While there are many answers to this. I believe that responsible branding is far more than advertising. It’s about understanding the customer journey’s and building authenticity and believability across the value chain.
Products are made in factories. Brands are made in hearts. And today both are important.
The growth in consumers’ access to information has resulted in products available in the market being viewed very differently than in the past. Consumers are not just interested in better quality, they also want to know how products are made. Additionally, building a brand is more than just advertising. While a brand may associate itself with a cause, customers may not readily trust it. Should a shaving product company be talking about responsibility when the product is made from plastic which never degrades and adds to the growing menace of waste? Should the company be sweeping all core consumers with the same disposable plastic brush?
When you take on the mantle of responsibility, you need to walk the talk across every touchpoint. Responsibility is not a video but the way you act. The dominant brands actions and inaction’s are noted equally by customers. They need to create a compelling narrative of Businesses actions before the story of the ads is taken seriously.
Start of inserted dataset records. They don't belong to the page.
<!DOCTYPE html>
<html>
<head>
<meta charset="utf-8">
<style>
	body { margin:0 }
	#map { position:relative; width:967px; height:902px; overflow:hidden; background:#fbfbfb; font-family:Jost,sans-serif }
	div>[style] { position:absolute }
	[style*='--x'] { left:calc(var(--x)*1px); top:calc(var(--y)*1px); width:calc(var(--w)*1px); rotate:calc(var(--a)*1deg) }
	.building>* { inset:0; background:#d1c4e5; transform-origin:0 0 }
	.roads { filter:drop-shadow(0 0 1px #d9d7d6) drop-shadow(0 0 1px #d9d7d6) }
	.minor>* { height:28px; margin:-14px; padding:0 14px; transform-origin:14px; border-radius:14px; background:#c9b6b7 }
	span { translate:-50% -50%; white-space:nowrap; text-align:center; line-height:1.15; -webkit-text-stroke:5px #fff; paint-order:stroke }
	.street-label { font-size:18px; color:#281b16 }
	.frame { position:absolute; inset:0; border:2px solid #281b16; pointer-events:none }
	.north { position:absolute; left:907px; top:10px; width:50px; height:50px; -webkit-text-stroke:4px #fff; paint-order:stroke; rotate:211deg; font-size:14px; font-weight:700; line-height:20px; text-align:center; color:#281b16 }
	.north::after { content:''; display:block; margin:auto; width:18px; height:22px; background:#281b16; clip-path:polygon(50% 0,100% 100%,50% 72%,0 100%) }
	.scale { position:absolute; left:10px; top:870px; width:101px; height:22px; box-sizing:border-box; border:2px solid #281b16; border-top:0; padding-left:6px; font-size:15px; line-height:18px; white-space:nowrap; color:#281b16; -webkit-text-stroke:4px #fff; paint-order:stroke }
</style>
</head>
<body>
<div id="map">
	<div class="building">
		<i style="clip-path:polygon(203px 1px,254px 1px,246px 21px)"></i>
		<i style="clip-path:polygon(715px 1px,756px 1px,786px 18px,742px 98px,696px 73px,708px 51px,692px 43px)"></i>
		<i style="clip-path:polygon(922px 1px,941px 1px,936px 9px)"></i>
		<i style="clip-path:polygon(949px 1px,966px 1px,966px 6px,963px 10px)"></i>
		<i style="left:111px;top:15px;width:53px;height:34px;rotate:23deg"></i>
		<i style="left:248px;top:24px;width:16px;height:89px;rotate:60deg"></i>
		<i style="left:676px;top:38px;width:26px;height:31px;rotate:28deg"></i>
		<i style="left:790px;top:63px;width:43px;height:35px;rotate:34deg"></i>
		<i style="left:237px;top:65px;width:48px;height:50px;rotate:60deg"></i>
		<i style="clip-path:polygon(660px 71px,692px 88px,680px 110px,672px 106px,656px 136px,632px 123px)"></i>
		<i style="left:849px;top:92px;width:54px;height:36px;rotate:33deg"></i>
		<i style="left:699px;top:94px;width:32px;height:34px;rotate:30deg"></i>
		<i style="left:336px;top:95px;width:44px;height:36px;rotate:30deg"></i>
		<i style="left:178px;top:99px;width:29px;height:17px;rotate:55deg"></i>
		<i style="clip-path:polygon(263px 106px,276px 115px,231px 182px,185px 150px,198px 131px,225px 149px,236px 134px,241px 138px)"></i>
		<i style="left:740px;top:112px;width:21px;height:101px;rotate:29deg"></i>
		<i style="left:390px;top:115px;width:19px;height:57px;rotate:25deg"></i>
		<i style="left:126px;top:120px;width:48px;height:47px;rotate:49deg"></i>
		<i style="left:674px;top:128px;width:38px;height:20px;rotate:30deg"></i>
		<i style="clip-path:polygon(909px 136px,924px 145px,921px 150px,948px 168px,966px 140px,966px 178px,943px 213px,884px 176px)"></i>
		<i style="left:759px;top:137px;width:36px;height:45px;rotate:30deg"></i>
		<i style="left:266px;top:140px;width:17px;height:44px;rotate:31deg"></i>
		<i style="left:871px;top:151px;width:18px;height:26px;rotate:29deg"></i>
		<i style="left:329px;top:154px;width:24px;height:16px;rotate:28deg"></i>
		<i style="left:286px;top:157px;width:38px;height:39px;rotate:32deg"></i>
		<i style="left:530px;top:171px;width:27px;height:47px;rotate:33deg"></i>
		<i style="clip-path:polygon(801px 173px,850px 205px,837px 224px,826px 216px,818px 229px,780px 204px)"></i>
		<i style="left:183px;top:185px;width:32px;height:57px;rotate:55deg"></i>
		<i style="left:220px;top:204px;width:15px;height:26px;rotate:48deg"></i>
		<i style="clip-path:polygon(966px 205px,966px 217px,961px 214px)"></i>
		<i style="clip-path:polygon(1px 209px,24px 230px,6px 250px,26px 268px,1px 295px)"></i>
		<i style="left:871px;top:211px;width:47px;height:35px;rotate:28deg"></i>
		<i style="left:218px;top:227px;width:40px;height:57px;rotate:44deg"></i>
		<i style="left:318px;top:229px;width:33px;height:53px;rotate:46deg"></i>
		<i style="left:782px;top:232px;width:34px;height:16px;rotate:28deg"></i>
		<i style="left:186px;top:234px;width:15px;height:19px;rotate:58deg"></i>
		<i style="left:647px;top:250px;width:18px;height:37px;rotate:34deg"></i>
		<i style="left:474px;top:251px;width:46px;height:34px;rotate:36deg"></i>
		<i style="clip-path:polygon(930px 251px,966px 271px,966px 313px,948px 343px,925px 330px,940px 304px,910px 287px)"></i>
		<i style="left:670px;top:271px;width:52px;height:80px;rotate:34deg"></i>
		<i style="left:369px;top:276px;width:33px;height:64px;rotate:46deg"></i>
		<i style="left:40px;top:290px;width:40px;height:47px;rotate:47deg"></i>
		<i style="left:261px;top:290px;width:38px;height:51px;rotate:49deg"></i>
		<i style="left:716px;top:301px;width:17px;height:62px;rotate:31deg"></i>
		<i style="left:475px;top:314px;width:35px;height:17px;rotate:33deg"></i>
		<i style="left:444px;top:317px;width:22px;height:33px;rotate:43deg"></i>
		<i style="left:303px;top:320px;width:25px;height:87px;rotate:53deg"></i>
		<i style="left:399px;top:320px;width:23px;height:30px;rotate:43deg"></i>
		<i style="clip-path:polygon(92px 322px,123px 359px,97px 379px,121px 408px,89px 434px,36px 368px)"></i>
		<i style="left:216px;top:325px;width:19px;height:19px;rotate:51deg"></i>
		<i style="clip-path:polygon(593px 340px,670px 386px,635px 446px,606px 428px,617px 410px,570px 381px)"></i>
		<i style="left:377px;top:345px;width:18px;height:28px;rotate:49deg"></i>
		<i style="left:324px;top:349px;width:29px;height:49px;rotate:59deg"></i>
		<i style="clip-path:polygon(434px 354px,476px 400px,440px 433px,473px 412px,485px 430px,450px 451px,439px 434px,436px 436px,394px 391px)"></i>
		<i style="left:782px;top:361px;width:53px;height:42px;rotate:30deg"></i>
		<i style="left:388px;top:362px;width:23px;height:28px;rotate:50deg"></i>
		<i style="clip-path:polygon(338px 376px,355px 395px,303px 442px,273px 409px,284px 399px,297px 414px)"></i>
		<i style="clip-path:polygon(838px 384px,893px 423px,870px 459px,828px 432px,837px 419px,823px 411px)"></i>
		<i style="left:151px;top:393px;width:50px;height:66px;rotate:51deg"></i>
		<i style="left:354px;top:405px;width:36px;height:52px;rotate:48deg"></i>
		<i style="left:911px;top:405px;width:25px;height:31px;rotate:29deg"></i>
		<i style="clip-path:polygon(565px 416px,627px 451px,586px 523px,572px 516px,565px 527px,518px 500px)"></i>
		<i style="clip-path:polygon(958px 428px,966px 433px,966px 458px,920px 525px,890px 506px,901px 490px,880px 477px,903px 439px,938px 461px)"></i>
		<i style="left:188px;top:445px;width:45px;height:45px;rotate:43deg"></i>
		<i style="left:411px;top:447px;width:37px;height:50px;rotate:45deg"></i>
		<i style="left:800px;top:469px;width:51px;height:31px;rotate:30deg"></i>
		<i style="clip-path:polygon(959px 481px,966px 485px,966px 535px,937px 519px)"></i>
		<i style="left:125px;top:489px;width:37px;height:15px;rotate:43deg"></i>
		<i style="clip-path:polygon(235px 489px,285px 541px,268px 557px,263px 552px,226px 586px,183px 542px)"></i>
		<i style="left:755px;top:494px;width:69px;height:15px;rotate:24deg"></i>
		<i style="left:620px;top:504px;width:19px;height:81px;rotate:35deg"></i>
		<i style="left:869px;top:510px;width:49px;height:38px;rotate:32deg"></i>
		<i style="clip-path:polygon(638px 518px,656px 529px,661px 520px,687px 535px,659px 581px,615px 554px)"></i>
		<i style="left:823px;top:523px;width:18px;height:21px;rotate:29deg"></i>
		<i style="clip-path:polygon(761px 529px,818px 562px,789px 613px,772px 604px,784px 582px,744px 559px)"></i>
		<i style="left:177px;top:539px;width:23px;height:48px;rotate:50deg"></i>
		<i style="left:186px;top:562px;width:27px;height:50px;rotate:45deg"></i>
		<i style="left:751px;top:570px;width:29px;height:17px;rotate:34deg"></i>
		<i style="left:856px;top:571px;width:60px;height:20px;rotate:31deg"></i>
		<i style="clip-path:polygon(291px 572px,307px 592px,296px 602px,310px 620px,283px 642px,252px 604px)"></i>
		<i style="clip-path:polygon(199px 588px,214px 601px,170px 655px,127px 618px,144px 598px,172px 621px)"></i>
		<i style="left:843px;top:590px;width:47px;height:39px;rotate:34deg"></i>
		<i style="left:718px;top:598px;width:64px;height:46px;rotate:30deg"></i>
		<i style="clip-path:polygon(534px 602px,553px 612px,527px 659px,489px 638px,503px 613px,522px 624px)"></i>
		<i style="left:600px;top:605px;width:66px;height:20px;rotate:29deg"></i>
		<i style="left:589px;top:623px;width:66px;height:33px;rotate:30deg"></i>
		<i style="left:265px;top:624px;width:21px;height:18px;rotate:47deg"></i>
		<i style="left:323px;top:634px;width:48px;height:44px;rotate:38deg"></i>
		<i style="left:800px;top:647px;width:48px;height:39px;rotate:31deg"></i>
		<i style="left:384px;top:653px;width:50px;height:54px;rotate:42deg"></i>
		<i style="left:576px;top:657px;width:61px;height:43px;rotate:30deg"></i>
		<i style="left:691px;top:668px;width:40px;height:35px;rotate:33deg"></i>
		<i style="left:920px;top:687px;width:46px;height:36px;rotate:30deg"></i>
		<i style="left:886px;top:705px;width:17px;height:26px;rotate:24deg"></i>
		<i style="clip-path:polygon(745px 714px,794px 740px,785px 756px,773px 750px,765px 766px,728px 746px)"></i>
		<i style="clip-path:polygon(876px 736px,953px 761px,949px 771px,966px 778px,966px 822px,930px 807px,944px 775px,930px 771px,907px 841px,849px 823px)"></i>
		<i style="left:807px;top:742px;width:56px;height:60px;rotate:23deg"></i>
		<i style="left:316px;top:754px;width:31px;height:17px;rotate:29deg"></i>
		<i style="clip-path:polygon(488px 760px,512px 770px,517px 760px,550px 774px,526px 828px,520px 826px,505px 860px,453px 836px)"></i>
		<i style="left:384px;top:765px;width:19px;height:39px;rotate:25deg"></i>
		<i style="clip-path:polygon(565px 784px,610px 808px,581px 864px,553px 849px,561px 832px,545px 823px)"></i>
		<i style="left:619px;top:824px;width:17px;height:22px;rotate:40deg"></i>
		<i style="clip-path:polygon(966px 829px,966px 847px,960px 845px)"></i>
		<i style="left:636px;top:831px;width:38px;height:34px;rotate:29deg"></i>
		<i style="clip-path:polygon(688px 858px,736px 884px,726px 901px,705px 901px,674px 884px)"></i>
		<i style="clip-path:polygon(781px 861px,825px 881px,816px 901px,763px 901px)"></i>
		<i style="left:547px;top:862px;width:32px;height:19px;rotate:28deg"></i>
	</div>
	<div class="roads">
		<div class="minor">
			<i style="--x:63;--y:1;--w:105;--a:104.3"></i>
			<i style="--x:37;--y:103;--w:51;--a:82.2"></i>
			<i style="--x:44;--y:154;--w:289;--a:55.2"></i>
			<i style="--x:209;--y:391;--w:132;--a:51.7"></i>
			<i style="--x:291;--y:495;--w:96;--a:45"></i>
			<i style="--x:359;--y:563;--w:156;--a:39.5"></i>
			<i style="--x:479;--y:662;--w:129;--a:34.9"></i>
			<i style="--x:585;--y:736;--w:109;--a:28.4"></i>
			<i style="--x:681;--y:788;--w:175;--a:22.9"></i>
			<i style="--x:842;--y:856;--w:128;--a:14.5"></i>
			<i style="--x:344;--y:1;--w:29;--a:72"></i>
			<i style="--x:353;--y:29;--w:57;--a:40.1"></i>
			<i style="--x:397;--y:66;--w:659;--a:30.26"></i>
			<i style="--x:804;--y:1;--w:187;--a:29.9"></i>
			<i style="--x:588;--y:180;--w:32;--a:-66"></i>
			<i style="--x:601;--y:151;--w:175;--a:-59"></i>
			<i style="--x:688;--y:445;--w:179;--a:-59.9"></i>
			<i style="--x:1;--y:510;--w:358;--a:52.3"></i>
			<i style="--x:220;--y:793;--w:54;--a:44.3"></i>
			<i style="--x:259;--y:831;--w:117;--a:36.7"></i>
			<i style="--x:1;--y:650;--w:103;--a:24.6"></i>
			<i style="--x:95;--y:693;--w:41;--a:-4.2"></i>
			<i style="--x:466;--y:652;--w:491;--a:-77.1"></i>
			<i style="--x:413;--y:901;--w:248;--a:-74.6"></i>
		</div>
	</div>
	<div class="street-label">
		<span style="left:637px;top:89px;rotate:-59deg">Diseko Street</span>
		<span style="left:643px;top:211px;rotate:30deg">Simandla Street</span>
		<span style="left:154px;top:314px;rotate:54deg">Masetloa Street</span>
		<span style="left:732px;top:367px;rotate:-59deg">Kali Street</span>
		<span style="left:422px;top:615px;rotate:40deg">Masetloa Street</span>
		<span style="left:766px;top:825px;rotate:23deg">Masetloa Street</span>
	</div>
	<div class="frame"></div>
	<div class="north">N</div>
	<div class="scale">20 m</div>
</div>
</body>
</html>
- Products are responsibly made
- Excellence in product and service quality
- Dominant business should not seem to be exploiting customers by the sheer scale of their dominance
- Social actions on the ground that take the message forward and not just ads
There is talk that business responsibility gives you a license to operate. However, it is only applicable if you operate from an area of difficulty. Business responsibility is an obligation, a belief in a better way, in a different world, a positive contribution to society. This belief helps brands in delivering on their promises not just for the quarterly numbers but for the long term. Delivering on the promise each and every time builds authenticity and therefore such brands scale up faster, whether these are consumer brands or business to business brands.